Marcus Trumpp composed the score for the film.

== Release ==
Mutiny was released in the United States on August 21, 2026. It was previously scheduled to be released on January 9, 2026.

Lionsgate acquired the project for North American distribution before the 2024 Cannes Film Market, where it remained for sale in other regions. Just like with The Beekeeper, Sky acquired the distribution rights for the United Kingdom through StudioCanal for a theatrical release as well as on Sky Cinema, while The Veterans will handle international sales for the film.

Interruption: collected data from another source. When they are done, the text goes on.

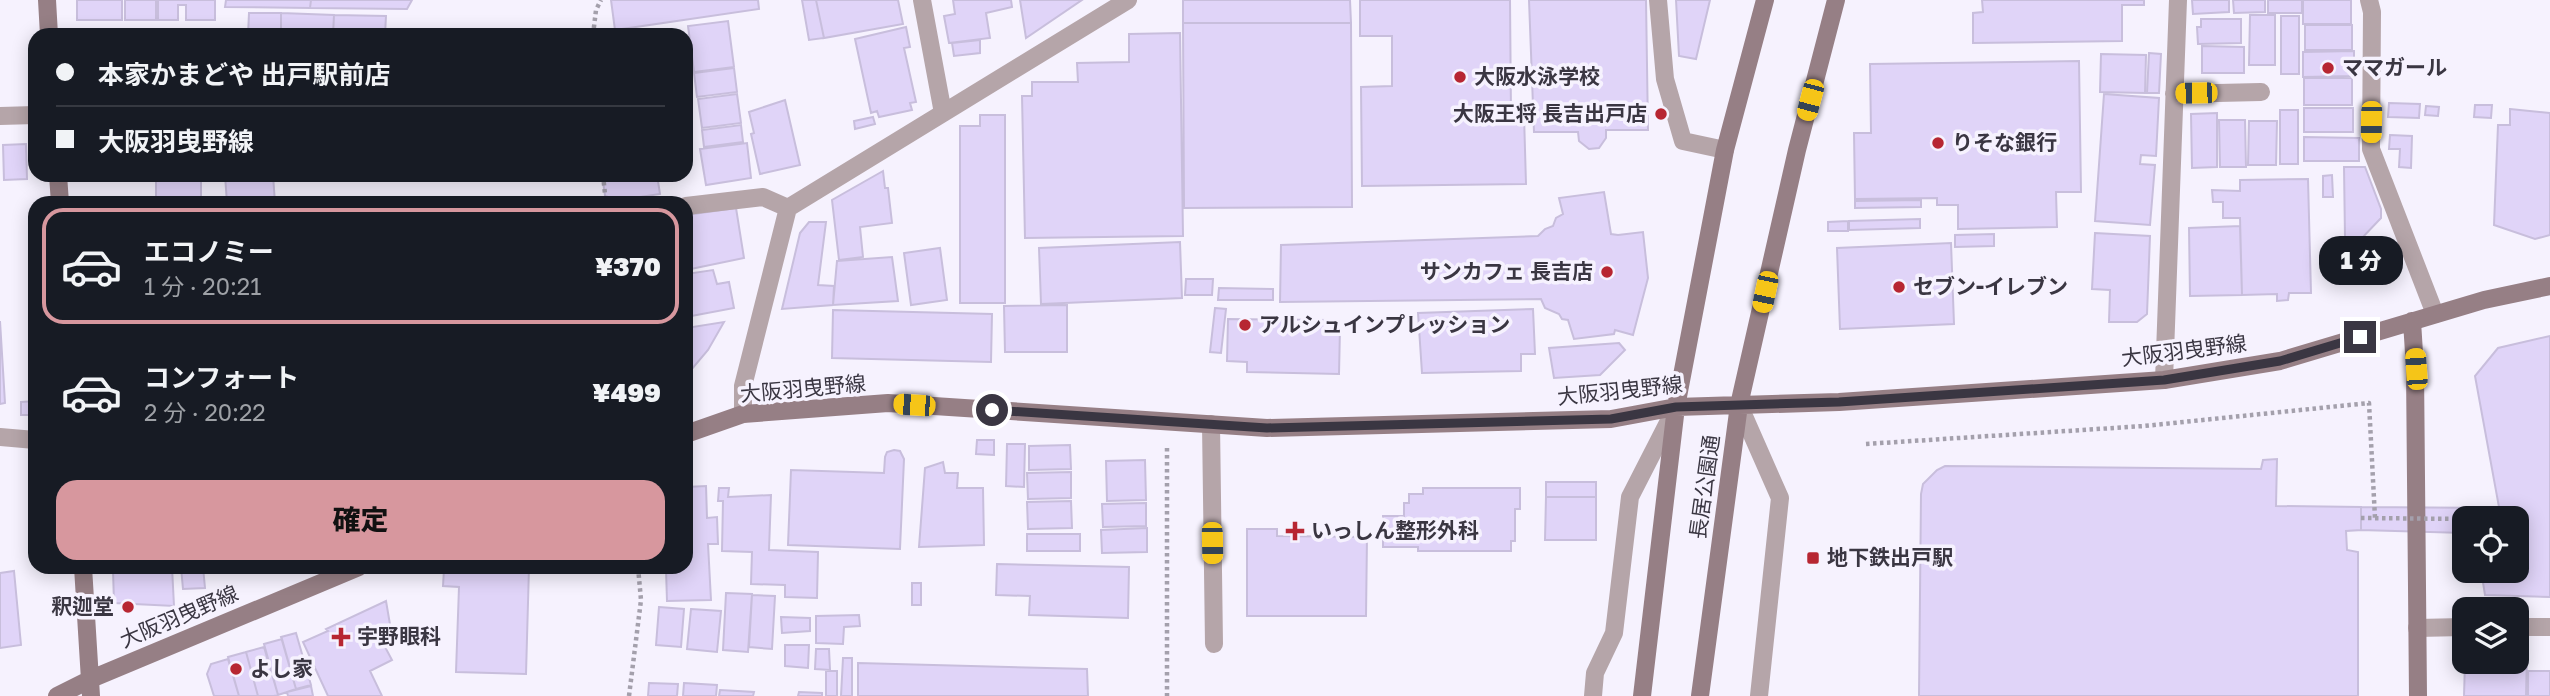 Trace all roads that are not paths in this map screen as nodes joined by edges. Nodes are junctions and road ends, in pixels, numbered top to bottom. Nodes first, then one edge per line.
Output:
1 (47, 0) edge
2 (922, 0) edge
3 (1128, 0) edge
4 (1658, 0) edge
5 (1765, 0) edge
6 (1836, 0) edge
7 (2178, 0) edge
8 (2369, 0) edge
9 (49, 28) edge
10 (2261, 92) dead end
11 (2174, 94) junction
12 (943, 113) junction
13 (28, 115) edge
14 (0, 116) edge
15 (1725, 150) junction
16 (693, 205) edge
17 (788, 208) junction
18 (2550, 286) edge
19 (2435, 314) junction
20 (2413, 321) junction
21 (2164, 380) junction
22 (1739, 405) junction
23 (1676, 407) junction
24 (743, 414) junction
25 (1212, 424) junction
26 (693, 432) edge
27 (0, 437) edge
28 (28, 439) edge
29 (83, 574) edge
30 (343, 574) edge
31 (2452, 627) edge
32 (2529, 627) edge
33 (2550, 627) edge
34 (2417, 628) junction
35 (1214, 644) dead end
36 (91, 687) edge
37 (57, 696) edge
38 (1593, 696) edge
39 (1642, 696) edge
40 (1700, 696) edge
41 (1759, 696) edge
42 (2418, 696) edge

1 - 9 main road
2 - 12 street
3 - 12 street
4 - 15 street
5 - 15 main road, 長居公園通
6 - 22 main road, 長居公園通
7 - 11 street
8 - 19 street
10 - 11 street
11 - 21 street
12 - 17 street
13 - 14 street
15 - 23 main road, 長居公園通
16 - 17 street
17 - 24 street
18 - 19 main road, 大阪羽曳野線
19 - 20 main road, 大阪羽曳野線
20 - 21 main road, 大阪羽曳野線
20 - 34 main road
21 - 22 main road, 大阪羽曳野線
22 - 23 main road, 大阪羽曳野線
22 - 40 main road, 長居公園通
22 - 41 street
23 - 25 main road, 大阪羽曳野線
23 - 38 street
23 - 39 main road, 長居公園通
24 - 25 main road, 大阪羽曳野線
24 - 26 main road, 大阪羽曳野線
25 - 35 street
27 - 28 street
29 - 36 main road
30 - 36 main road, 大阪羽曳野線
31 - 34 street
32 - 33 street
34 - 42 main road
36 - 37 main road, 大阪羽曳野線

On August 19, 2026, Amazon accidentally leaked the full movie briefly to their streaming service which remained up for hours, angering film buyers.

==Reception==
On the review aggregator website Rotten Tomatoes, 50% of 124 critics' reviews are positive, with an average rating of 5.2/10. The website’s consensus reads: "Mutiny offers up a bounty of crunchy carnage that Jason Statham serves with characteristic finesse, but convoluted plotting and an unrelentingly grim tone weigh down this action flick's fun factor like an anchor." Metacritic, which uses a weighted average, assigned the a score of 52 out of 100, based on 25 critics, indicating "mixed or average" reviews. Audiences polled by CinemaScore gave the film an average grade of "B+" on an A+ to F scale.